### Exercise requirements
For the string "nodes", state how many lines of the data hold it. Give nothing besides the number.

╭─ Task input

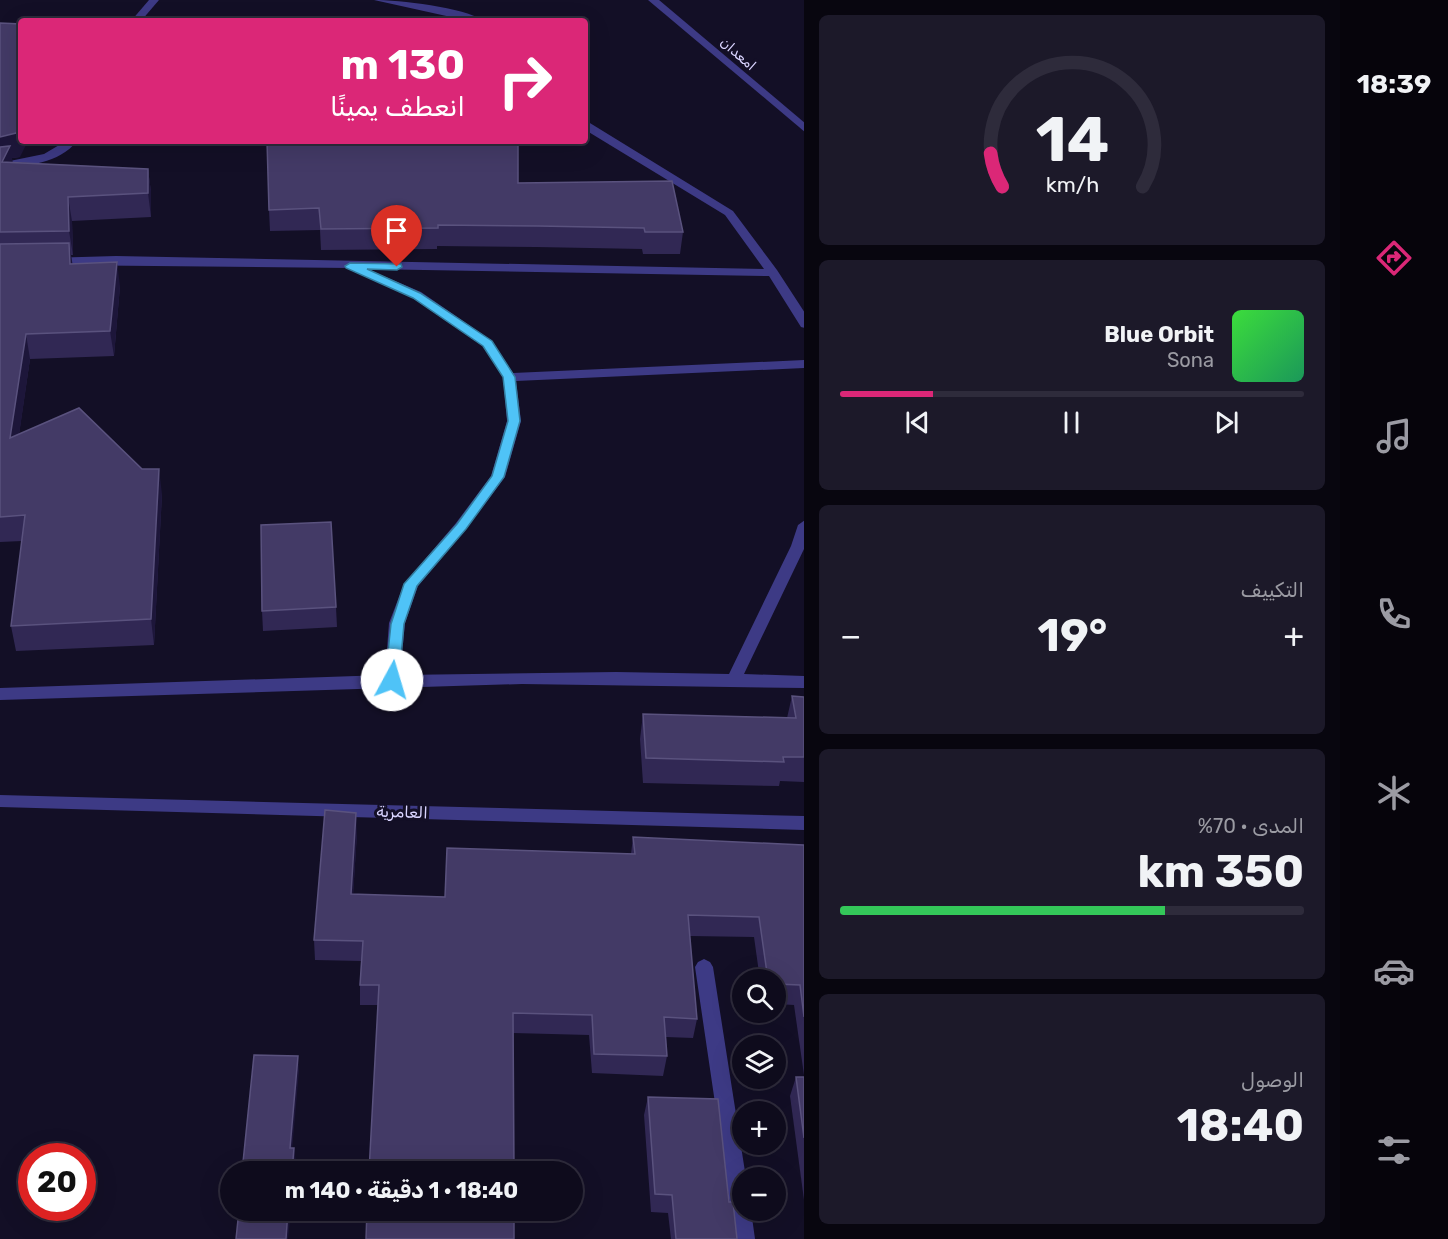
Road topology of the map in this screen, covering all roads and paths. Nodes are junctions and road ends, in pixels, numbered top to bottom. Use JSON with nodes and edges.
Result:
{"nodes":[{"id":1,"x":154,"y":0,"type":"edge"},
{"id":2,"x":379,"y":0,"type":"edge"},
{"id":3,"x":653,"y":0,"type":"edge"},
{"id":4,"x":139,"y":18,"type":"edge"},
{"id":5,"x":470,"y":18,"type":"edge"},
{"id":6,"x":588,"y":126,"type":"edge"},
{"id":7,"x":804,"y":129,"type":"edge"},
{"id":8,"x":70,"y":144,"type":"edge"},
{"id":9,"x":0,"y":166,"type":"edge"},
{"id":10,"x":35,"y":262,"type":"edge"},
{"id":11,"x":350,"y":266,"type":"junction"},
{"id":12,"x":773,"y":273,"type":"junction"},
{"id":13,"x":804,"y":324,"type":"edge"},
{"id":14,"x":804,"y":364,"type":"edge"},
{"id":15,"x":509,"y":377,"type":"junction"},
{"id":16,"x":804,"y":525,"type":"edge"},
{"id":17,"x":735,"y":679,"type":"junction"},
{"id":18,"x":392,"y":680,"type":"junction"},
{"id":19,"x":804,"y":682,"type":"edge"},
{"id":20,"x":0,"y":694,"type":"edge"},
{"id":21,"x":0,"y":801,"type":"edge"},
{"id":22,"x":804,"y":823,"type":"edge"},
{"id":23,"x":704,"y":967,"type":"dead end"},
{"id":24,"x":745,"y":1239,"type":"edge"}],
"edges":[{"from":1,"to":4,"type":"street"},
{"from":2,"to":5,"type":"street"},
{"from":3,"to":7,"type":"street","name":"امعدان"},
{"from":6,"to":12,"type":"street"},
{"from":8,"to":9,"type":"street"},
{"from":10,"to":11,"type":"street"},
{"from":11,"to":12,"type":"street"},
{"from":11,"to":15,"type":"street"},
{"from":12,"to":13,"type":"street"},
{"from":14,"to":15,"type":"street"},
{"from":15,"to":18,"type":"street"},
{"from":16,"to":17,"type":"street"},
{"from":17,"to":18,"type":"street"},
{"from":17,"to":19,"type":"street"},
{"from":18,"to":20,"type":"street"},
{"from":21,"to":22,"type":"street","name":"العامرية"},
{"from":23,"to":24,"type":"street"}]}
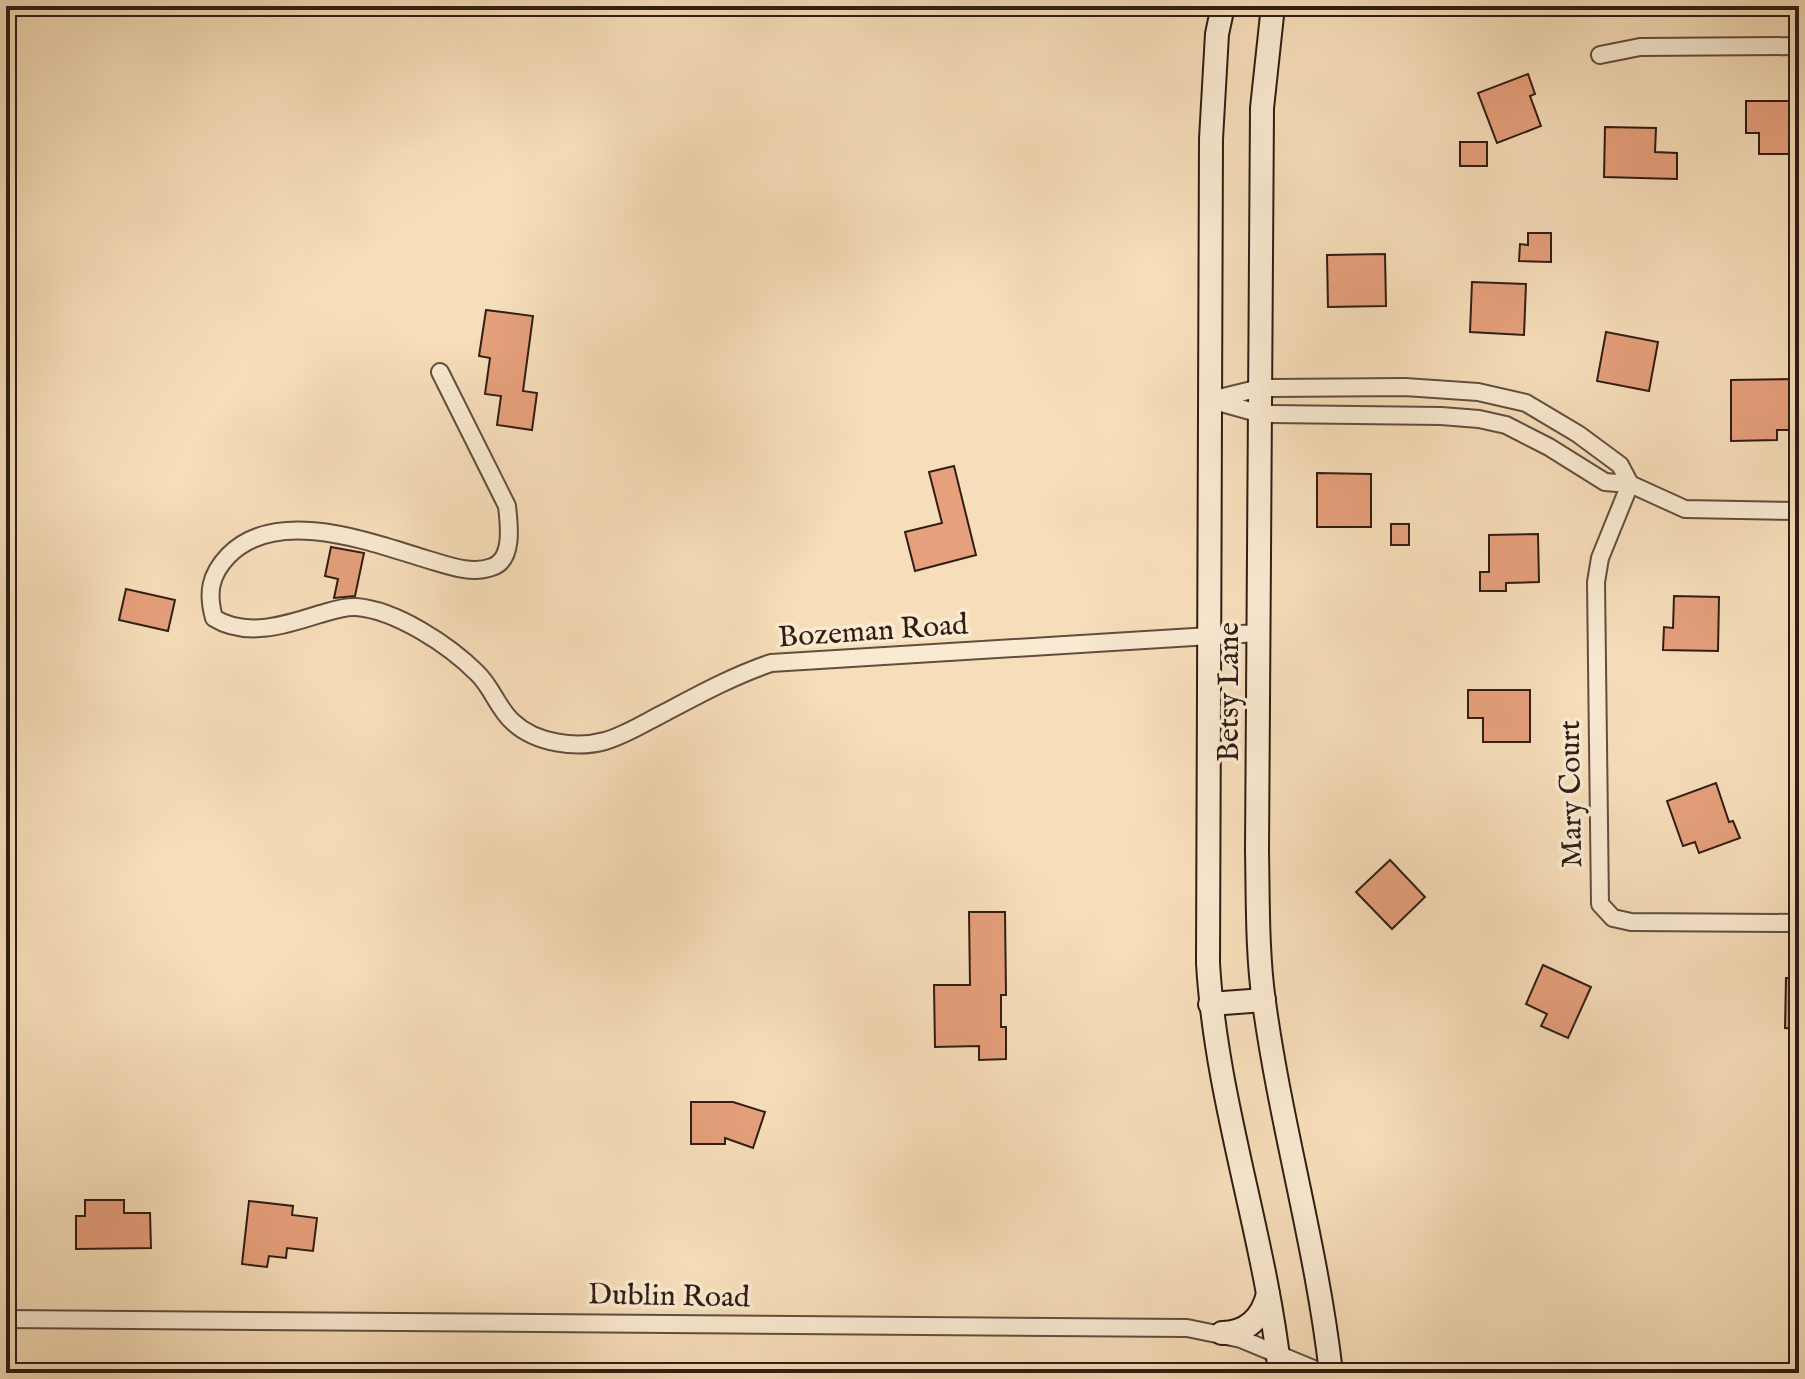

╰─

### Output for this exercise
2